Carrier's Case (Anonymous v. The Sheriff of London, The Case of Carrier Who Broke Bulk) (1473) was a landmark English court case in the history of the definition of larceny. Until this ruling, when an owner voluntarily handed over physical possession of property to the custody of another, and it was then converted (in title: made that of another), there was no felonious larceny as larceny required trespass of the owner's or bailee's place or person (violence or the threat of violence).

The English courts henceforth adopted the "breaking bulk" doctrine. If someone transporting a bulk or bale (bundle) of merchandise (the carrier) on behalf of someone else, and breaks it open without permission, express or implied, (thus converts them to the carrier's own use), it is the crime of larceny. The case was significant because in common law at that time, larceny required a trespass by force and arms (vi et armis) or against the peace, which did not occur if the person was willingly handed the bulk or bales of items. The breaking of the bulk was found to be the required force needed in the element of trespass. In the underlying case, one justice (Chokke [J.C.P]) stated that if the carrier sold the entire bale unbroken, then kept the proceeds for his own use, the act would not have the (at the time) element of (violent) trespass, so would not be larceny, but the breaking of the bulk satisfied the trespass element.

==Facts==
A carrier was hired by a Flemish merchant to transport bales of woad (a type of dye) to the port in Southampton. He opened the bales and took the goods for himself. Some of it came into possession of the Sheriff of London. The sheriff gave it to the King (forfeited as "waif", a word to signify runaways or stolen goods). The merchant sued the sheriff to return the goods; he argued that the goods were not stolen, that the carrier only had temporary property rights and so the goods could not be given to the King. The Sheriff argued that the goods were stolen, that it was a felony and therefore properly forfeited to the King as waif.

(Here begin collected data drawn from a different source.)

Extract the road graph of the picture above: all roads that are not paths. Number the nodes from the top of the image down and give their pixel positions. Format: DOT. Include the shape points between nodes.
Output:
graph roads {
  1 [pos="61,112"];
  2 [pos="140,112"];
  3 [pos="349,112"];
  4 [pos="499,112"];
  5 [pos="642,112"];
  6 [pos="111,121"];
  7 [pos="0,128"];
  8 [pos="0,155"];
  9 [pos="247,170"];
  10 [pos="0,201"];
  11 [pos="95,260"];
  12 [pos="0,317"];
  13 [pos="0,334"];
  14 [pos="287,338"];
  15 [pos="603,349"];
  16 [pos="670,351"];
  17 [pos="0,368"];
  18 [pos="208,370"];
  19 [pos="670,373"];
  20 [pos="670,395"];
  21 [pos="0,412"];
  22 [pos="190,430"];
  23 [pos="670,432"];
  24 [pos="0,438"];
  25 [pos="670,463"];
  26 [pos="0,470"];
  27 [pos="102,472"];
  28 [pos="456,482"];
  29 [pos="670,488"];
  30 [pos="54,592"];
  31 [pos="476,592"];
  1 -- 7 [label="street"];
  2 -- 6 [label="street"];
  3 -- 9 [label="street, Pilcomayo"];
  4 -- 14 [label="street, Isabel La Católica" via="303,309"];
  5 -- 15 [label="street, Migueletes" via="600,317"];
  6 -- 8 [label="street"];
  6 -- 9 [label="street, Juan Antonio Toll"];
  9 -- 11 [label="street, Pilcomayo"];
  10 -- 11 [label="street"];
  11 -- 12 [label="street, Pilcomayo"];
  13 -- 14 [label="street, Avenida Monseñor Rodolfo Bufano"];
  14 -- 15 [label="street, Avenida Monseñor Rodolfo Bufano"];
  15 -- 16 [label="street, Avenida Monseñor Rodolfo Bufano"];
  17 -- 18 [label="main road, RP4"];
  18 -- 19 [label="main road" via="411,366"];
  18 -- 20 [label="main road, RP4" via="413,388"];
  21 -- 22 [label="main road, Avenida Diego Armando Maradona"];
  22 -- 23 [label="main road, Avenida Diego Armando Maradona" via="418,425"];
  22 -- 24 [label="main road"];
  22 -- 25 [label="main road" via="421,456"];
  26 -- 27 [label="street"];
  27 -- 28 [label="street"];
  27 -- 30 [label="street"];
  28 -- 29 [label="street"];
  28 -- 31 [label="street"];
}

The legal relationship between the carrier and the merchant, as now, would have been seen as one of bailee and bailor, such that bailees have a duty of reasonable care for others' property they possess. The merchant had royal safe conduct covering his goods. This meant that if the goods were stolen, they would not be given to the Crown by the use of a waif. This happened in medieval times when a good was stolen. When the stolen goods were found, they became property of the King.

==Judgment==
The judges all agreed that the actions of the carrier constituted larceny, but they could not agree on a rationale. The prevailing reason was provided by Lord Chokke who concluded that the carrier had lawful possession of the bales only. The merchant retained constructive possession of the contents. Therefore, when the carrier broke open the bales and removed the contents, he committed the crime of larceny because he had taken the contents from the possession of the merchant. The merchant had a royal safe conduct covering his goods. The merchant argued that this protection meant that even if his goods were stolen, as the court had determined, they would not be forfeited to the King as waif. The court agreed with the merchant on this second point and the Sheriff was required to return the goods to the merchant.

The carrier had temporary possession of the goods with permission of the merchant so had no right to 'break bulk', i.e., he broke up the bales and began to sell them. The fact that he broke bulk shows the intention to commit larceny. He was therefore guilty; the goods would ordinarily forfeit to the king absolutely (in that era). However, due to the royal safe conduct that the merchant had, he was entitled to his goods back.